Where does the word "points" occur in the data below? Copy each line that holds it.

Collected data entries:
= Beginning of Section =

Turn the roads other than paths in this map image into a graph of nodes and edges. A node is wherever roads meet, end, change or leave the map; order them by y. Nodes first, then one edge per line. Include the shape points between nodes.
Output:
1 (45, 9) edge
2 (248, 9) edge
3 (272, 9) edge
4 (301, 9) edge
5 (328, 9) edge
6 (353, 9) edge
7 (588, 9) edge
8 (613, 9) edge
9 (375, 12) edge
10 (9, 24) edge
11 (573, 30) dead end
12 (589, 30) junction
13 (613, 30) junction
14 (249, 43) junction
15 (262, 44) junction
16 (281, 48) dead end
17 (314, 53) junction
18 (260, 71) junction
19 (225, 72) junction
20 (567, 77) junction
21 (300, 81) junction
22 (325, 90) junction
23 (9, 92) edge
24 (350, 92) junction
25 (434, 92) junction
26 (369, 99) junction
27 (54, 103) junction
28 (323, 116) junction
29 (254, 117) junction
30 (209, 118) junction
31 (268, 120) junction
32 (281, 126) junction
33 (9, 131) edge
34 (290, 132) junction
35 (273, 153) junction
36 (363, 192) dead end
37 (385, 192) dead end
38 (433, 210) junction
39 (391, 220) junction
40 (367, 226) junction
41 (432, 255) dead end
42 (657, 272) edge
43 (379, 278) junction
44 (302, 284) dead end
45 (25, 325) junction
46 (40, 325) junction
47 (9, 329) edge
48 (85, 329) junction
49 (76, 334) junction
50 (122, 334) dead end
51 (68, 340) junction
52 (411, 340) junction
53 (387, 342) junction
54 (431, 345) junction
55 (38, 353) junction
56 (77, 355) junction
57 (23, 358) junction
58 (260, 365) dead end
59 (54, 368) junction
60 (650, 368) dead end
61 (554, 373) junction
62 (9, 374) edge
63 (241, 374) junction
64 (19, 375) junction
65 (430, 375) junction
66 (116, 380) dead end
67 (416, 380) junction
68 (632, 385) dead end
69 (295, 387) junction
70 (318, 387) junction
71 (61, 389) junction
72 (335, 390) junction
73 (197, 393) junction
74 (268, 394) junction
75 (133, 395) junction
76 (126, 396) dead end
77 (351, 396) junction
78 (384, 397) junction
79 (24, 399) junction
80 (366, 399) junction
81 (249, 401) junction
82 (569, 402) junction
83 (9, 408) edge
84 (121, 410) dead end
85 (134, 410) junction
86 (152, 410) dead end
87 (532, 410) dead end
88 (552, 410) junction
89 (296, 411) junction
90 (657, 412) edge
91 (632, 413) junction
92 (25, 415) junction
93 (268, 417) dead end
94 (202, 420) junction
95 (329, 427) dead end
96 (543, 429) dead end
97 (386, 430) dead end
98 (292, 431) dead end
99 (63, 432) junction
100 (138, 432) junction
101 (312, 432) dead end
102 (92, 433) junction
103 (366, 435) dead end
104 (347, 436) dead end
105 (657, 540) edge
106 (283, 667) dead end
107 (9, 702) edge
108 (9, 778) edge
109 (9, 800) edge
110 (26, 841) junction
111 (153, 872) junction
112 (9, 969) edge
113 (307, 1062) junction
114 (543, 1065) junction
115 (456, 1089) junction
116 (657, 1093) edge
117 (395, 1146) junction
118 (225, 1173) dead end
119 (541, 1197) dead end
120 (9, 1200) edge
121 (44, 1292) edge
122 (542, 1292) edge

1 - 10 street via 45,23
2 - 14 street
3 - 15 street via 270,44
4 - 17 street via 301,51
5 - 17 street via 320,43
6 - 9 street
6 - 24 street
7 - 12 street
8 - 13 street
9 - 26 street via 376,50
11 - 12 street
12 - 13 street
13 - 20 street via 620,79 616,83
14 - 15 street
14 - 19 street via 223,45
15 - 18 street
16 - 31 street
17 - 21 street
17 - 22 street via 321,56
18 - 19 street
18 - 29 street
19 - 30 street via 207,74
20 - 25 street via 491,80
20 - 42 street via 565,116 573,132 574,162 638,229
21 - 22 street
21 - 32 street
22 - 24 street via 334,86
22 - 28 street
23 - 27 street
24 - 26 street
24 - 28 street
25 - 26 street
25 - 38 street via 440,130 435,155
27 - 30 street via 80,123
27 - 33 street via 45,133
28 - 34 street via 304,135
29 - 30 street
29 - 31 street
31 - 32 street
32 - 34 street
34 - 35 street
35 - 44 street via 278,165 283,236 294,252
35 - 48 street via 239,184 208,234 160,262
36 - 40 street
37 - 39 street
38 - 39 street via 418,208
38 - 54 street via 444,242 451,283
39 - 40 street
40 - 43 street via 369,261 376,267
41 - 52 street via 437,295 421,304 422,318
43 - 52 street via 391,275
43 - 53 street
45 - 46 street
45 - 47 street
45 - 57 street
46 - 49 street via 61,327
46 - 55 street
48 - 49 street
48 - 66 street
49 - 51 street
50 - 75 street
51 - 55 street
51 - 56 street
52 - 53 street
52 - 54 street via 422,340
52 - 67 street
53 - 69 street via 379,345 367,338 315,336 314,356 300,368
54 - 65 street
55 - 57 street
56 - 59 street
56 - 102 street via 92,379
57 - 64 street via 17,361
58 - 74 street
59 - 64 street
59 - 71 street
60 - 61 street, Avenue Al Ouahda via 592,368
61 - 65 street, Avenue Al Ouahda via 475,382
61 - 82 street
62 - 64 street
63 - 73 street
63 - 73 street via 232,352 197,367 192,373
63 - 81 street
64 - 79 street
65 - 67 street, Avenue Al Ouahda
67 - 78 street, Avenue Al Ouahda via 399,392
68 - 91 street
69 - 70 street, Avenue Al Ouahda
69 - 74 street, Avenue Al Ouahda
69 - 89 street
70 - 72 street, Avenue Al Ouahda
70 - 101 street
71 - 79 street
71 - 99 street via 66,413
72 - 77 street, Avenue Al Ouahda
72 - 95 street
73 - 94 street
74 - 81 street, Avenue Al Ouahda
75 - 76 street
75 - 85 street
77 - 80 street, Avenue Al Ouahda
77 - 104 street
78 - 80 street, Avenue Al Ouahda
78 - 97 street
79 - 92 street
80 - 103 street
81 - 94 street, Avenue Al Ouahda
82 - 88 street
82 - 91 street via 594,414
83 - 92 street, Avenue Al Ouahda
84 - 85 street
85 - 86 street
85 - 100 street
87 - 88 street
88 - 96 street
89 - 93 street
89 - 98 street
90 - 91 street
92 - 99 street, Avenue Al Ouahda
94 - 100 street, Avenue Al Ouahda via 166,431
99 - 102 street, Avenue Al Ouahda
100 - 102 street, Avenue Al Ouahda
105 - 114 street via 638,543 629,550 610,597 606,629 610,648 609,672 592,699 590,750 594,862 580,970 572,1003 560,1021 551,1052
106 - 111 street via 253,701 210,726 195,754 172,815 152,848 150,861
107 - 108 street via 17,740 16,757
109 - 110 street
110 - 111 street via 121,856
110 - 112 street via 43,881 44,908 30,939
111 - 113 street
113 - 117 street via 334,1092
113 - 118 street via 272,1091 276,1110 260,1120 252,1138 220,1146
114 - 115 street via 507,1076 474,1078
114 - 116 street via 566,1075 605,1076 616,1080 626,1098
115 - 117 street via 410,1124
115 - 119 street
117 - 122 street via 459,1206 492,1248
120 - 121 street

= End of Section =
= Beginning of Section =

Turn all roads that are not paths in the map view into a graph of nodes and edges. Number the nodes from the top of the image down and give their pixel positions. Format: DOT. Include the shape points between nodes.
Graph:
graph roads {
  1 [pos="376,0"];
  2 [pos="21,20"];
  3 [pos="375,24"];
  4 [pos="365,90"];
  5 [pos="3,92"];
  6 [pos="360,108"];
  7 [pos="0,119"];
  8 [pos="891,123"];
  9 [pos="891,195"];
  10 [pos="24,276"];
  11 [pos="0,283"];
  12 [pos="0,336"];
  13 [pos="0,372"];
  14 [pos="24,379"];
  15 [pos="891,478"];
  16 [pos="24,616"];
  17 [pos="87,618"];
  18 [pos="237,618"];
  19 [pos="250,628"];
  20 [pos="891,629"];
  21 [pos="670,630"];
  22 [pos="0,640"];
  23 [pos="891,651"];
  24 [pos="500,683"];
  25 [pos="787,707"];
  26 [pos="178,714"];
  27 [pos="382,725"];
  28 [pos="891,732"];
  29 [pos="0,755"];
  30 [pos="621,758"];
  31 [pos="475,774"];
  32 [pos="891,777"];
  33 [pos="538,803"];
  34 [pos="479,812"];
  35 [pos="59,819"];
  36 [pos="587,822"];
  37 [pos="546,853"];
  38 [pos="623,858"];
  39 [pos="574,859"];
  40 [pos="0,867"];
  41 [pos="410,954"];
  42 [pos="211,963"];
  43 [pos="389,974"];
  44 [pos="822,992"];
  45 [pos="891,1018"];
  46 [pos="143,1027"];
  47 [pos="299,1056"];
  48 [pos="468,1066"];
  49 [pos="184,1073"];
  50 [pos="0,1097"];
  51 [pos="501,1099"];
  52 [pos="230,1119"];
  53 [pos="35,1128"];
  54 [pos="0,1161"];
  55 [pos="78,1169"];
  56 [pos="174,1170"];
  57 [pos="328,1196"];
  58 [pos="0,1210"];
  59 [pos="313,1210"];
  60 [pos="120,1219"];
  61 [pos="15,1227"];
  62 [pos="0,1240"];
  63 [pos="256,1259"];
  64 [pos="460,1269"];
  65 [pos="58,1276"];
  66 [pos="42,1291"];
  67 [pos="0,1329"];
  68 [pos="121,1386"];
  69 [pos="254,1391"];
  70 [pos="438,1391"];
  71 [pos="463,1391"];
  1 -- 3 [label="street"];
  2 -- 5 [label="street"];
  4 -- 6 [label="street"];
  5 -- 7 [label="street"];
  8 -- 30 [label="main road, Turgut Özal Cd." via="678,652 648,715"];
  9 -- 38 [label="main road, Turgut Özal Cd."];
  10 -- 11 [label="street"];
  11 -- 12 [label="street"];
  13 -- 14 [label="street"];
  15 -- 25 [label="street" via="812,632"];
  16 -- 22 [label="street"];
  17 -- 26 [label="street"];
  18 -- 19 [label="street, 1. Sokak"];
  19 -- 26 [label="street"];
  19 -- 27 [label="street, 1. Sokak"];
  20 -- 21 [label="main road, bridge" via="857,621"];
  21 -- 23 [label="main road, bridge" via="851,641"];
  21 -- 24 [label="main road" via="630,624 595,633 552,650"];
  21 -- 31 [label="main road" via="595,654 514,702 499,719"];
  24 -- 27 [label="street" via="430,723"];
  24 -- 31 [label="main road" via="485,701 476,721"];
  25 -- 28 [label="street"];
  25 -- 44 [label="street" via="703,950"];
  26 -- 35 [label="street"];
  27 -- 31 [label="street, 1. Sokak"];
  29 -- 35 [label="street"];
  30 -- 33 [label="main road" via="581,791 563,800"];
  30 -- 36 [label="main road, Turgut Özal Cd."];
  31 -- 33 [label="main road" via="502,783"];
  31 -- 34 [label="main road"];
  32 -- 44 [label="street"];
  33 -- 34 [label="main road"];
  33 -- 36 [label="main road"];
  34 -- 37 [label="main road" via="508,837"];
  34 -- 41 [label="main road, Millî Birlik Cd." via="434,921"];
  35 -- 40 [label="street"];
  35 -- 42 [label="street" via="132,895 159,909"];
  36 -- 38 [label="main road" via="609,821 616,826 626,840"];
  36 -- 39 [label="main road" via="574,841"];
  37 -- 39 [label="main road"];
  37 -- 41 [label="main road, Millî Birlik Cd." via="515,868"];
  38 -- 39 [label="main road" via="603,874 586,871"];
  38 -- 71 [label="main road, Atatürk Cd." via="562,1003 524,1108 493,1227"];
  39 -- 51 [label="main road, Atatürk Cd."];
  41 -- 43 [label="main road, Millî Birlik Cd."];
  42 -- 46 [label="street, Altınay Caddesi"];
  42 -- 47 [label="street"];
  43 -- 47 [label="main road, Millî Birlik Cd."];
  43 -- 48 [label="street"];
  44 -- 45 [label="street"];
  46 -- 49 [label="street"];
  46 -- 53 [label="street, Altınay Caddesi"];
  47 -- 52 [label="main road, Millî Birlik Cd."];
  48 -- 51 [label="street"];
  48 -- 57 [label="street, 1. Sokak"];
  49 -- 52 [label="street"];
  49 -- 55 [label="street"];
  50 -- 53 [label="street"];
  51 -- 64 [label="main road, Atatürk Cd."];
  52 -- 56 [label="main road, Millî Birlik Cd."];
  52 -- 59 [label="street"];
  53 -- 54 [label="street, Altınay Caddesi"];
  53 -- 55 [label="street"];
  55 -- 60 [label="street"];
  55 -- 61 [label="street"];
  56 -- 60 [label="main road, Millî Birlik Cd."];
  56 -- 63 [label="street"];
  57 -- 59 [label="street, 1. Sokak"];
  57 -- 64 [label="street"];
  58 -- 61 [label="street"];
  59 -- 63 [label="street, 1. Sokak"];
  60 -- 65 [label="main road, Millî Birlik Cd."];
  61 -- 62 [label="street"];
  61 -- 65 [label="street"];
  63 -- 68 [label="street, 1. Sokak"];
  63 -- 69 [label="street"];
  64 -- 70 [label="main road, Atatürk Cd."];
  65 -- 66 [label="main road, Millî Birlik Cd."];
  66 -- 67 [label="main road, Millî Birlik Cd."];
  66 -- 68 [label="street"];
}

= End of Section =

Solved problem -
Turn the roads other than paths in this map image into a graph of nodes and edges. A node is wherever roads meet, end, change or leave the map; order them by y. Nodes first, then one edge per line. Include the shape points between nodes.
Turn all roads that are not paths in the map view into a graph of nodes and edges. Number the nodes from the top of the image down and give their pixel positions. Format: DOT. Include the shape points between nodes.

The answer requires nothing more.